Well, respectfully Mr. Lexus, Señor Cadillac, and Herr Benz, as that late-developing Noelophile E. Scrooge said, you keep Christmas in your way, and I’ll keep it in mine. If you actually believed in the truth of the Christmas story, you would feel free to take the box of chocolates or bottle of wine that you have for your uncle Waldo, who you never liked anyway, and give it to the homeless guy on the corner; or better yet to invite the homeless guy to Christmas dinner and have him sit at the table right next to Uncle Waldo; to skip the neighbor’s Christmas party, or go and stay too late, as suits your fancy; to throw out the fruit cake Aunt Gladys sent you because you hate fruit cake and not even your Labrador Retriever will eat it, or to eat the whole thing at one sitting because you love it, in either case without a smidgeon of guilt; to make a big stack of books about the Keto diet, positive thinking, meditation for pagans, anything with the words “wealth,”[1] “simplify,” “keto,” or “secret”[2] in the title, and anything by Malcolm Gladwell, Stephen Covey, Eckhert Tolle, or Tim Ferris, put them all in the fireplace, set fire to it, and (preferably in your underwear) watch The Princess Bride, or any version of A Christmas Carol (other than the current one, which involves Scrooge dropping f-bombs and making indecent proposals to Mrs. Cratchit); to lift a glass to Saint Thomas, who had precisely the reaction (“yeah, sure you saw Him”) that we all would have had; to go to church on Christmas Eve and Christmas Day, even if your family thinks you’re becoming a bit of a fanatic; or buy yourself a Prius rather than a Lexus, and then leave it in the garage and fly across the country trailing clouds of carbon exhaust in your wake, for no good reason at all except to tell your loved ones you love them face to face, rather than via FaceTime. Responsibility, like heaven, can wait a few days, as can the Prius. The child in the manger will be patiently waiting also.

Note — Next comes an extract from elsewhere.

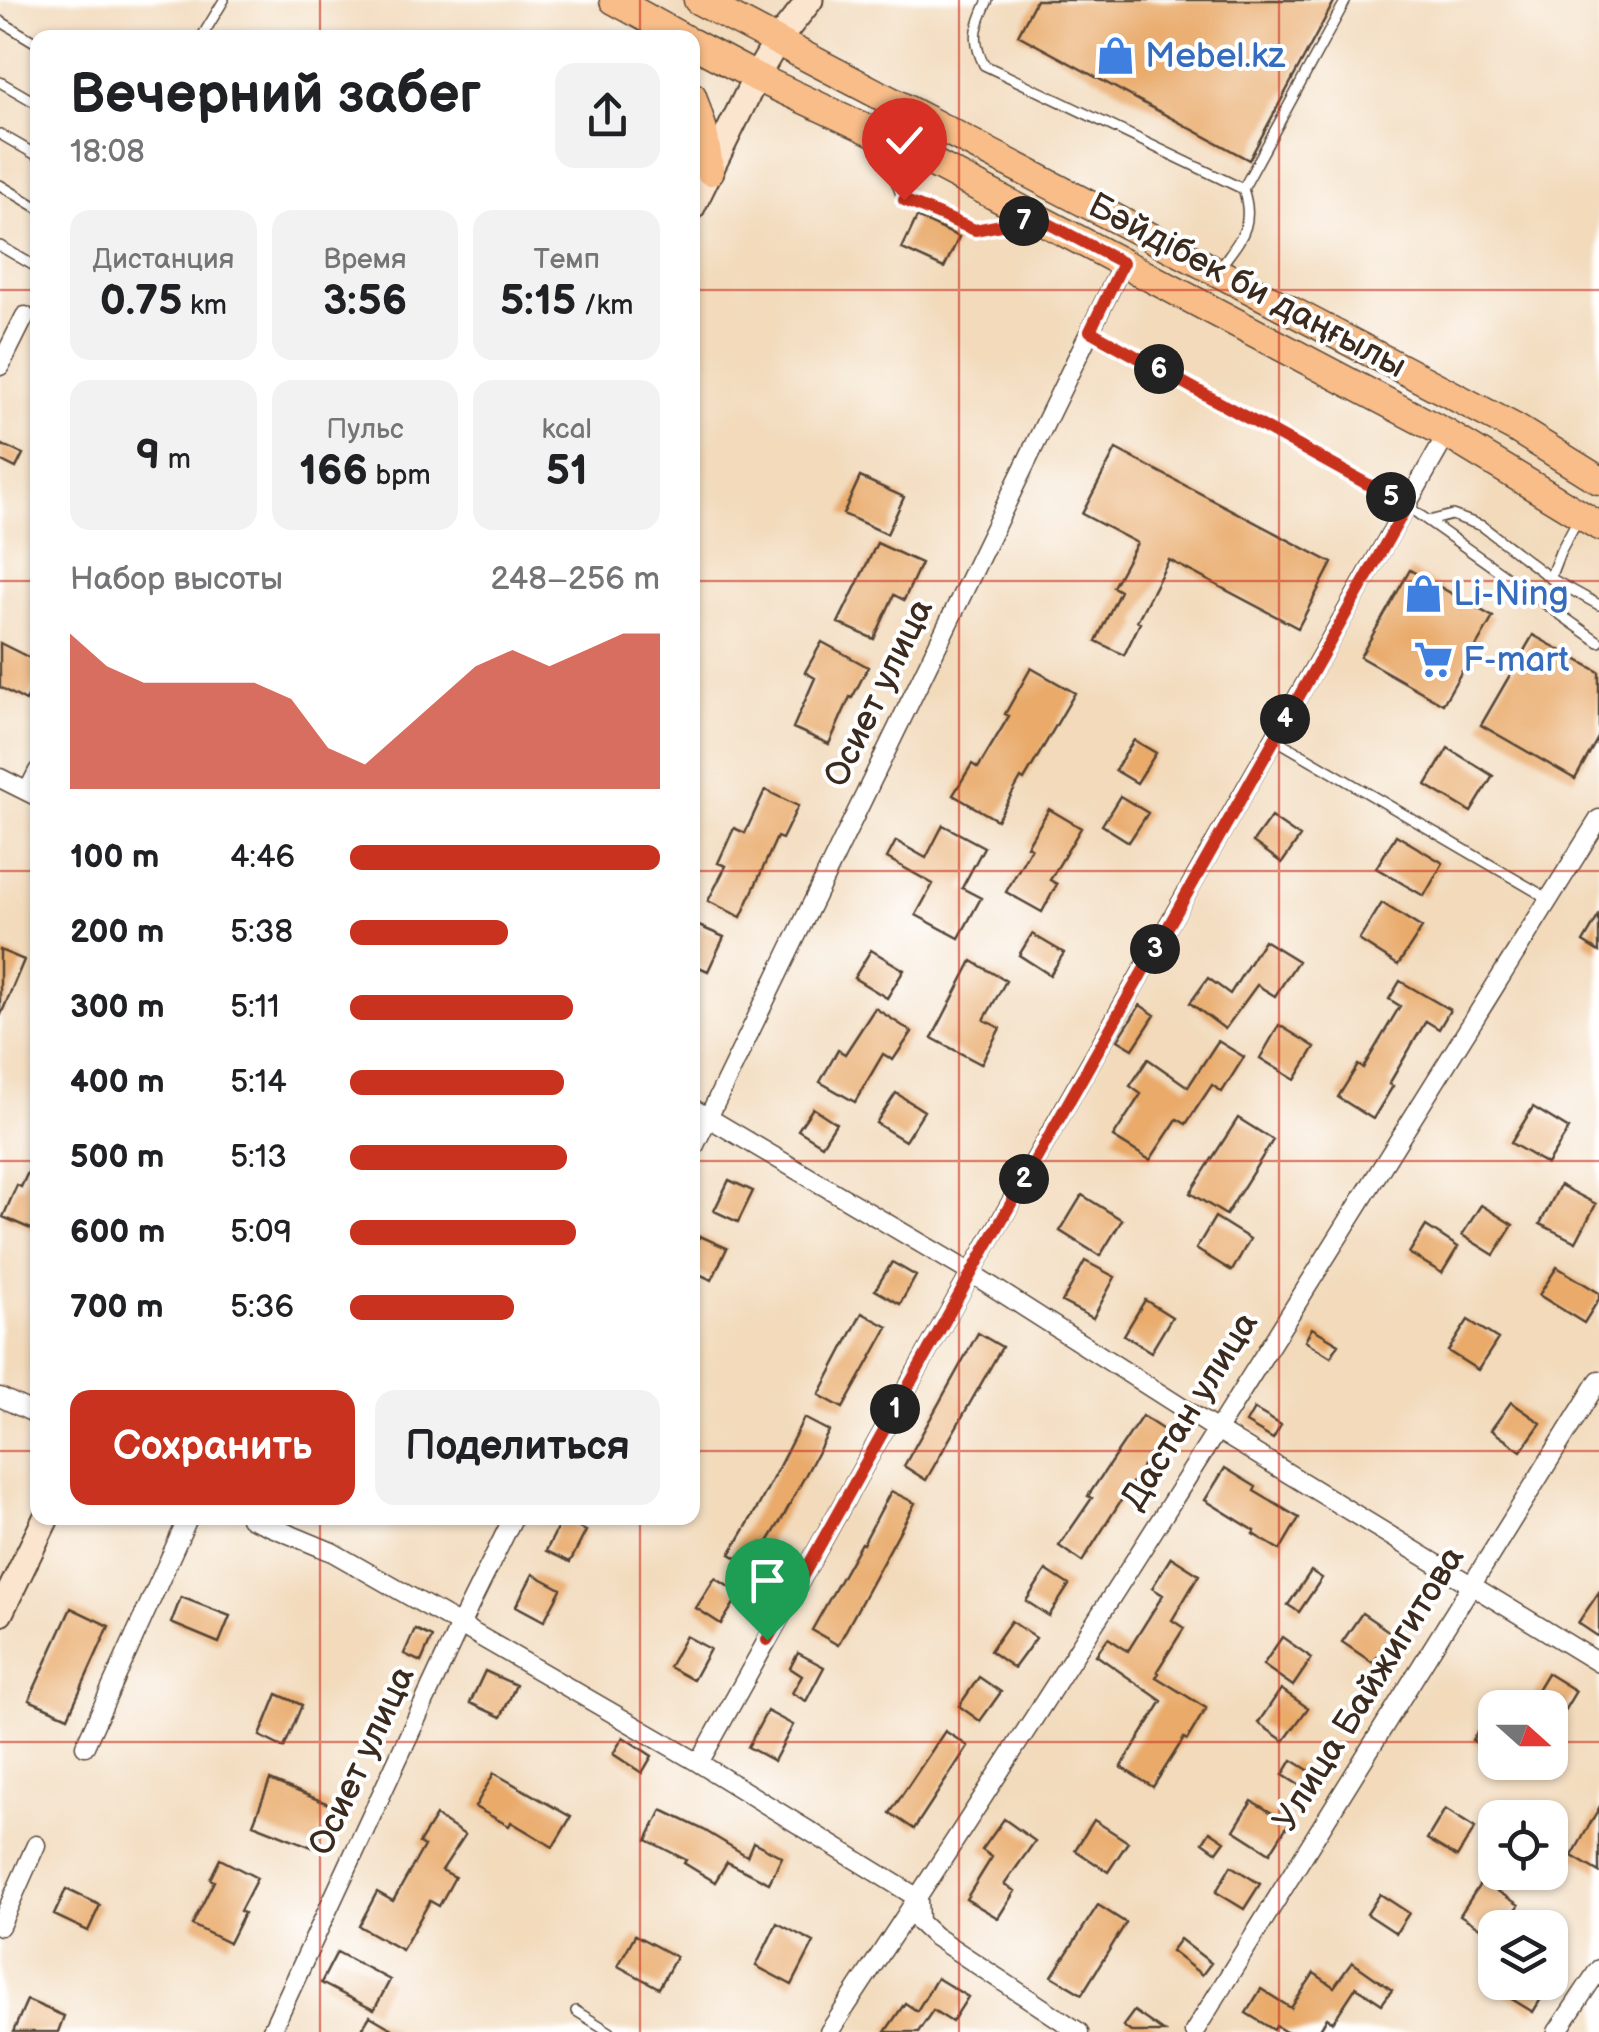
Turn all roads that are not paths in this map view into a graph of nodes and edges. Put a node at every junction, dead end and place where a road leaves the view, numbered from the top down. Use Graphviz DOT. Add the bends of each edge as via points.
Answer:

That is the true meaning of Christmas, and that will truly set you free. Merry Christmas.

[[1] Including The Wealth of Nations; you’ve had it for thirty years and not read it, and you can get it on Kindle for free. Plus, the real reason you’ve kept it on the shelf is to impress visitors to your house. It doesn’t.

[2] Non-fiction only, lest we lose The Secret Agent, The Secret Garden, On Her Majesty’s Secret Service, and Harry Potter and the Chamber of Secrets.